Per arginare questo processo, un decreto luogotenenziale del 1916 (il n. 1678 del 26 novembre) stabilì che gli studenti di medicina di tutto il Regno venissero richiamati dal fronte per seguire un corso intensivo di istruzione per “aspiranti ufficiali medici”. Un corso che li avrebbe portati alla laurea nel più breve tempo possibile, ma anche con una preparazione sufficiente nel campo della medicina di guerra. Tutti gli studenti già arruolati ma iscritti negli ultimi quattro corsi (dal 3° al 6° anno, dunque) vennero allora fatti convergere a Padova, sede di questo Battaglione degli studenti di medicina e chirurgia o, più semplicemente, Battaglione universitario.

Nel 1916-17 le aule si affollarono quindi nuovamente, e non solo: si riempirono anche i nuovi edifici dove ancora non era stata attivata la didattica, come quelli di ingegneria, farmacologia, chimica generale, zoologia, anatomia comparata e patologia generale. Vennero costruite baracche lungo il Piovego per le mense, occupati edifici pubblici e appartamenti privati, usati gli spazi dell’Istituto Pietro Selvatico, per l’occasione adibito a istituto anatomico.

La scelta di tenere proprio a Padova i corsi era ampiamente giustificata, secondo Maurizio Rippa Bonati, “per la presenza di una facoltà medica attiva e di una organizzazione ospedaliera rodata, innanzitutto, ma anche per l’esistenza di una sperimentata capacità ricettiva rapidamente potenziabile, per la posizione prossima al teatro di guerra, senza essere troppo vicina al fronte, e non ultimo per la facile e rapida raggiungibilità grazie a buone vie di comunicazione” (MedicinaMagazine.
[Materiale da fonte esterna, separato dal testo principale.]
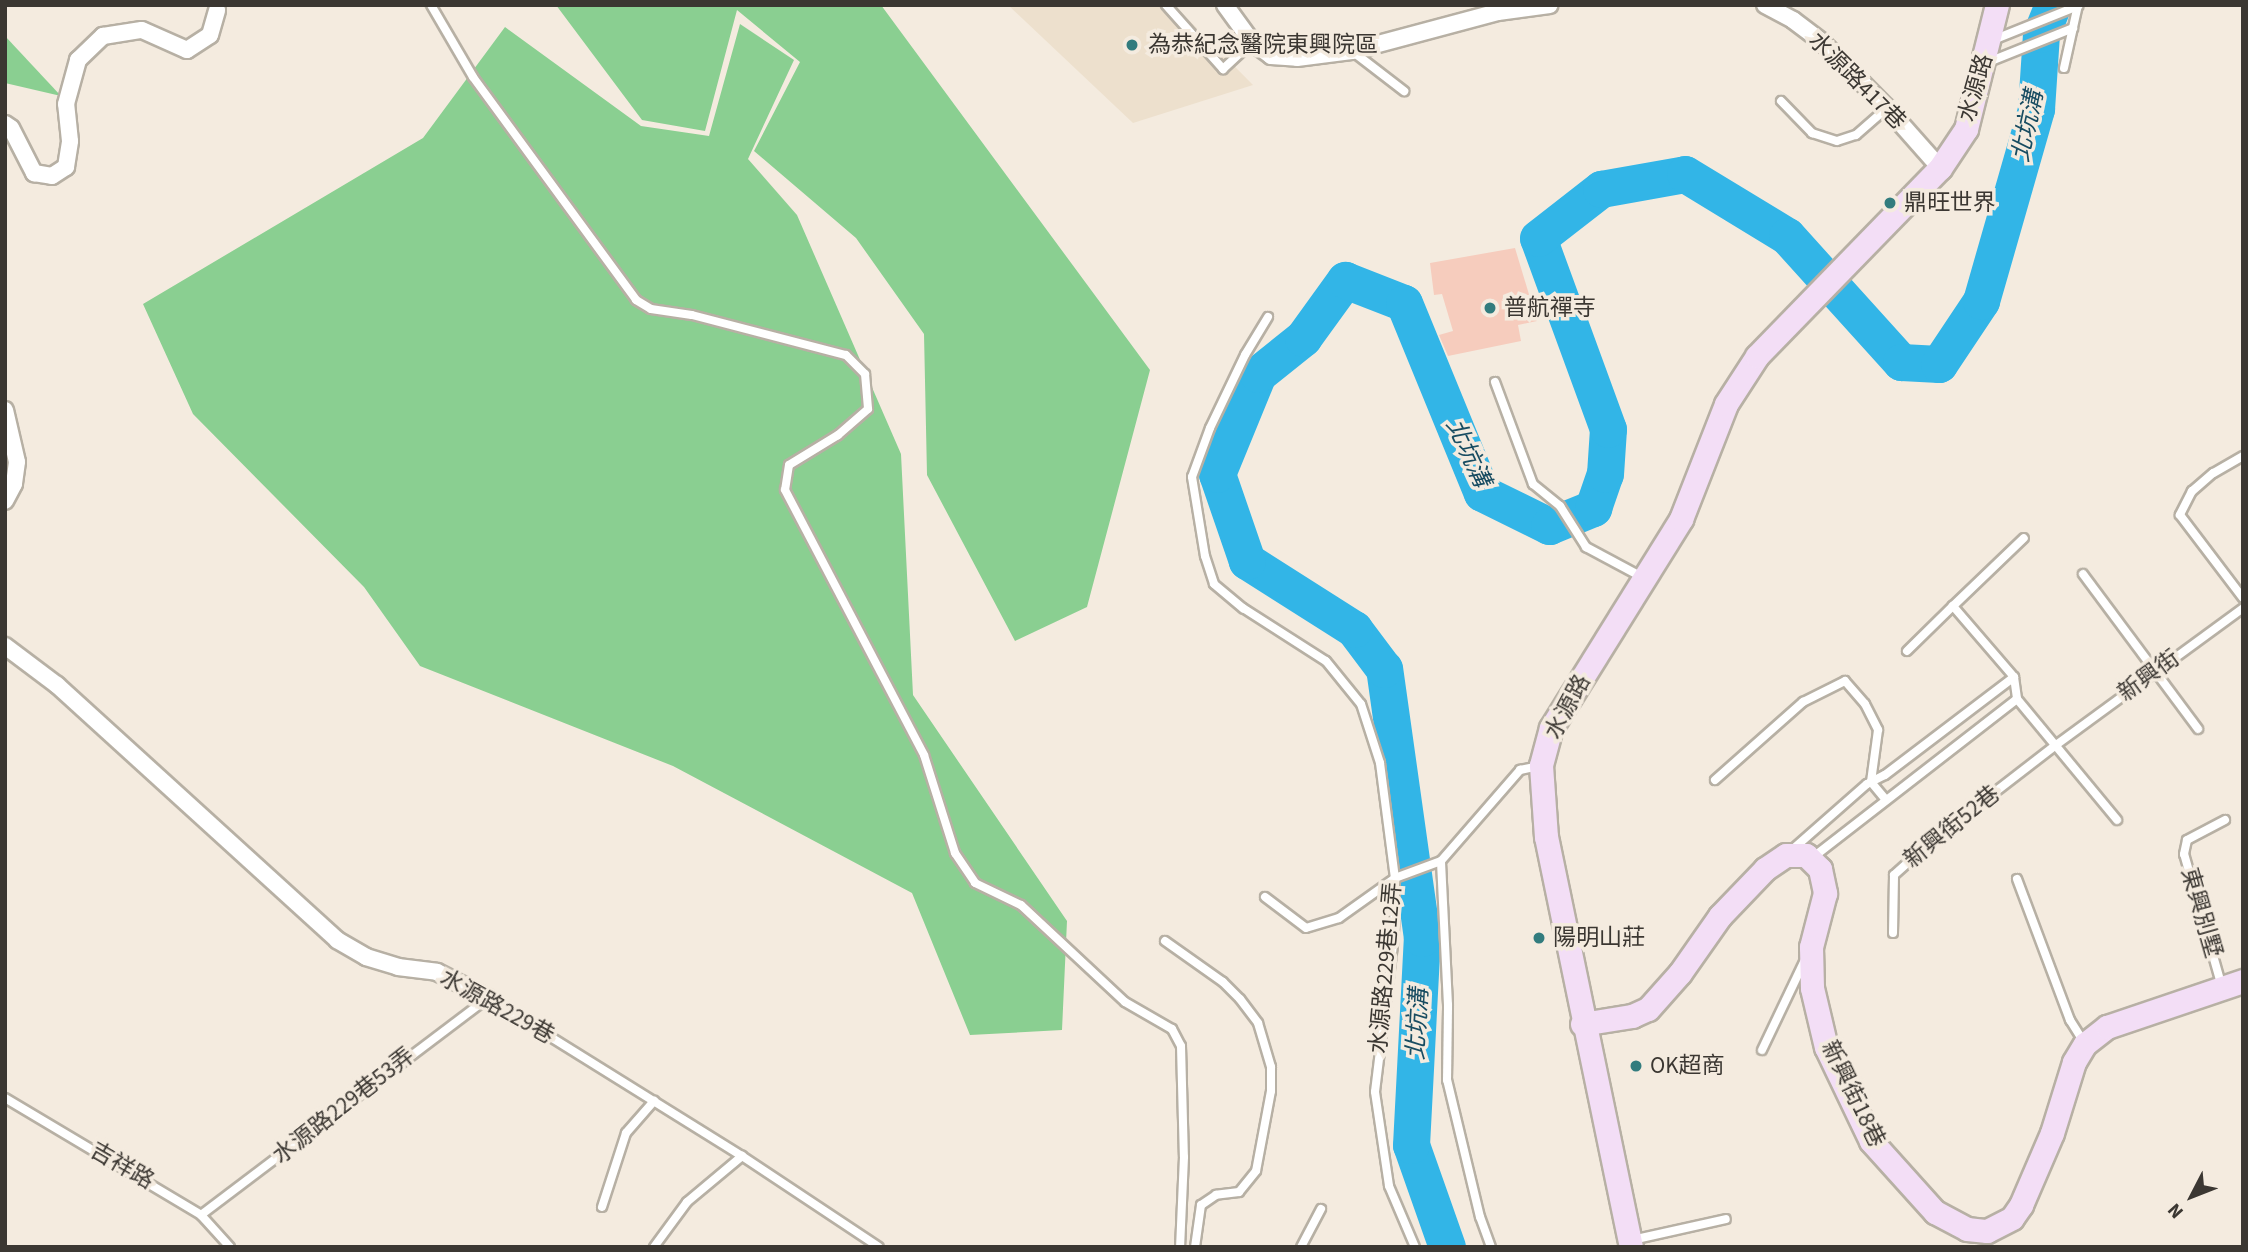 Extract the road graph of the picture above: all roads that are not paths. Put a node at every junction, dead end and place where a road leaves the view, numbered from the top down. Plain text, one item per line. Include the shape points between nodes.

Il giornale della facoltà di Medicina di Padova, 2010, 4).

Il battaglione, diviso in quattro compagnie di allievi di truppa e due compagnie di allievi ufficiali, era costituito da 1332 uomini, di cui 328 ufficiali  e 1004 marescialli, sottufficiali e soldati, e veniva considerato come appartenente all’esercito d’operazione temporaneamente dislocato nel territorio delle retrovie. Una quinta compagnia riuniva i professori con grado militare, tutto il personale del comando, gli ufficiali d’inquadramento e tutti gli uomini di truppa di servizio. A insegnare vennero chiamati docenti da tutta Italia, sotto la guida dell’allora preside della facoltà di medicina, Luigi Lucatello, per l’occasione nominato Maggiore Generale.

In realtà già nel gennaio del 1916 il Comando supremo aveva istituito corsi “accelerati” di medicina per studenti del quinto e del sesto anno, stabilendone la sede a San Giorgio di Nogaro, ma i limiti di una tale scelta, soprattutto in campo didattico e ricettivo, l’anno successivo portarono quella Università castrense a divenire semplicemente una sede dislocata del battaglione padovano.
I corsi duravano solo poche settimane ciascuno, durante le quali gli studenti ricevevano un’infarinatura utile a rispondere in modo immediato alle necessità del fronte, dove non avrebbero applicato la medicina più raffinata ma praticato in buona parte amputazioni, dissezioni e ricuciture grossolane.

A Padova le lezioni iniziarono nel novembre del 1916 e terminarono in forma solenne il 30 marzo del 1917. Pochi mesi durante i quali gli studenti frequentarono corsi come anatomia descrittiva e patologica, medicina operatoria e chirurgica, esercizi di dissezione, fisiologia, oculistica, farmacologia, dando gli esami finali fra il febbraio e l’aprile del ’17. Parecchi studenti furono bocciati o si ritirarono durante il corso, tanto che se ne laurearono solo 51 di quelli che seguivano il corso a Padova e 467 appartenenti alla sezione di San Giorgio di Nogaro.
Questa “laurea di guerra” avrebbe permesso, però, di esercitare la professione di medici anche in tempo di pace, e ciò aveva provocato non poco disappunto nei detrattori del Battaglione universitario. Ogni critica venne però vinta dalla consapevolezza della drammatica urgenza di medici al fronte: in quel caso, la scelta fu obbligata dallo stato di necessità, che si impose sulla completezza dell’esigenza formativa.